Firefly Aerospace realiza pouso suave na Lua com módulo Blue Ghost
Empresa texana se torna a segunda a alcançar o feito, enquanto continua a disputa espacial entre EUA e China.
- Publicado: 20/01/2026
- Alterado: 02/03/2025
- Autor: Redação
- Fonte: Multiplan MorumbiShopping
No início da manhã deste domingo (2), a empresa texana Firefly Aerospace fez história ao se tornar a segunda companhia a realizar um pouso suave na superfície lunar, utilizando seu módulo robótico denominado Blue Ghost.
A missão, intitulada “Ghost Riders in the Sky“, culminou em um emocionante momento após uma manobra de descida que durou aproximadamente uma hora. A espaçonave finalmente aterrissou no Mare Crisium, uma das bacias lunares localizadas no hemisfério visível da Terra, com sucesso registrado às 5h34, horário de Brasília.
Financiada pelo programa de transporte comercial lunar da NASA, que remunera empresas do setor espacial para realizar entregas na Lua, a missão teve um custo total estimado em US$ 101,5 milhões e transportou dez instrumentos científicos.
Dentre os equipamentos embarcados, destaca-se o LuGRE, um receptor de sinais de GPS desenvolvido em colaboração entre a NASA e a Agência Espacial Italiana (ISA). Este dispositivo já demonstrou resultados significativos durante a jornada, evidenciando a capacidade de sintonizar sinais de satélites de navegação global. O próximo passo é testar sua funcionalidade diretamente na superfície lunar.
Outro experimento notável é o RadPC, um computador resistente à radiação criado pela Universidade Estadual de Montana. Ele funcionou adequadamente durante a travessia pelos cinturões de Van Allen e terá a oportunidade de operar sob as condições mais severas do ambiente lunar.
Existem também cargas úteis que requerem ativação no solo lunar para que possam apresentar seus resultados. Um exemplo é o LPV, uma tecnologia desenvolvida para coletar e transferir solo lunar de maneira eficiente para outros instrumentos ou contêineres destinados ao retorno de amostras.
Além disso, o telescópio Lexi, especializado em raios-X heliosféricos, foi parcialmente testado durante o trajeto, mas suas observações científicas efetivas ocorrerão apenas na superfície da Lua. O sistema Scalpss, projetado para capturar imagens estereoscópicas durante a descida e pouso do módulo, também teve seu funcionamento avaliado durante a viagem; no entanto, as imagens capturadas serão processadas nos dias subsequentes ao pouso.

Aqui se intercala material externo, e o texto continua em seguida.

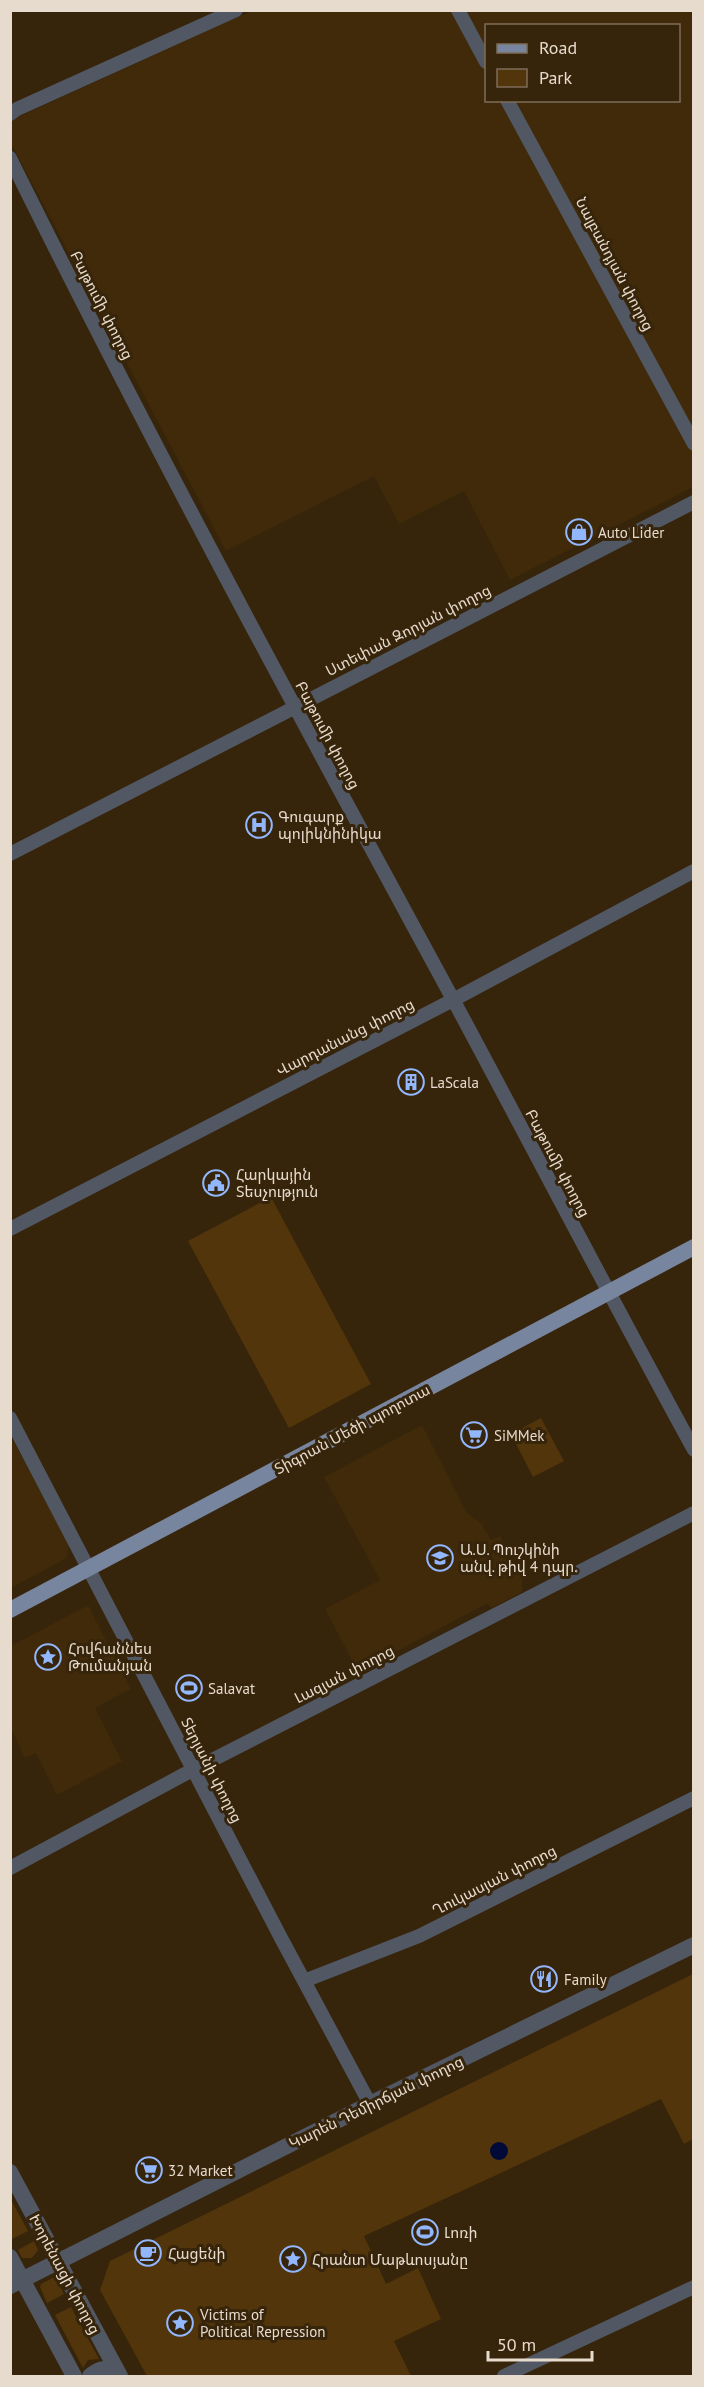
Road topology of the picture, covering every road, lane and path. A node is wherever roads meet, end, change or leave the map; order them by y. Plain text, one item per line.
1 (236, 10) edge
2 (458, 10) edge
3 (485, 60) edge
4 (508, 102) edge
5 (14, 112) edge
6 (10, 158) edge
7 (693, 444) edge
8 (693, 502) edge
9 (295, 707) junction
10 (10, 854) edge
11 (693, 871) edge
12 (453, 999) junction
13 (10, 1229) edge
14 (693, 1247) edge
15 (608, 1292) junction
16 (10, 1418) edge
17 (693, 1450) edge
18 (693, 1513) edge
19 (90, 1568) junction
20 (10, 1610) edge
21 (194, 1770) junction
22 (693, 1798) edge
23 (10, 1868) edge
24 (693, 1945) edge
25 (304, 1981) junction
26 (370, 2104) junction
27 (10, 2172) edge
28 (10, 2257) edge
29 (59, 2262) junction
30 (16, 2283) edge
31 (693, 2287) edge
32 (74, 2376) edge
33 (90, 2376) edge
34 (119, 2376) edge
35 (504, 2376) edge

1 - 5 street
2 - 3 street
4 - 7 street, Նալբանդյան փողոց
6 - 9 street, Բաթումի փողոց
8 - 9 street, Ստեփան Զորյան փողոց
9 - 10 street, Ստեփան Զորյան փողոց
9 - 12 street, Բաթումի փողոց
11 - 12 street, Վարդանանց փողոց
12 - 13 street, Վարդանանց փողոց
12 - 15 street, Բաթումի փողոց
14 - 15 main road, Տիգրան Մեծի պողոտա
15 - 17 street, Բաթումի փողոց
15 - 19 main road, Տիգրան Մեծի պողոտա
16 - 19 street, Տերյանի փողոց
18 - 21 street, Լազյան փողոց
19 - 20 main road, Տիգրան Մեծի պողոտա
19 - 21 street, Տերյանի փողոց
21 - 23 street, Լազյան փողոց
21 - 25 street, Տերյանի փողոց
22 - 25 street, Ղուկասյան փողոց
24 - 26 street, Կարեն Դեմիրճյան փողոց
25 - 26 street, Տերյանի փողոց
26 - 29 street, Կարեն Դեմիրճյան փողոց
27 - 29 street, Խորենացի փողոց
28 - 30 street
29 - 30 street, Կարեն Դեմիրճյան փողոց
29 - 34 street, Խորենացի փողոց
30 - 32 street
31 - 35 street
33 - 34 street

A expectativa é que o Blue Ghost opere por cerca de duas semanas na superfície lunar, durante o dia lunar. No entanto, como muitas missões lunares de baixo custo, não se espera que ele sobreviva à noite lunar devido às temperaturas extremas que podem cair até -170 graus Celsius.
Este sucesso segue um padrão semelhante ao alcançado pela Intuitive Machines no ano anterior com seu módulo Odysseus. Até agora, das três missões lançadas no programa comercial lunar da NASA, duas foram bem-sucedidas, resultando em uma taxa de sucesso de 66%. A Intuitive Machines está programada para tentar outro pouso com seu módulo Athena na próxima quinta-feira (6).
O esforço contínuo para lançar missões robóticas frequentes à Lua está inserido em um contexto geopolítico mais amplo entre os Estados Unidos e a China. Enquanto os americanos planejam realizar sua primeira alunissagem tripulada até 2027 no âmbito do programa Artemis, os chineses se mantêm firmes em seu objetivo de concretizar o primeiro pouso humano na Lua em 2029.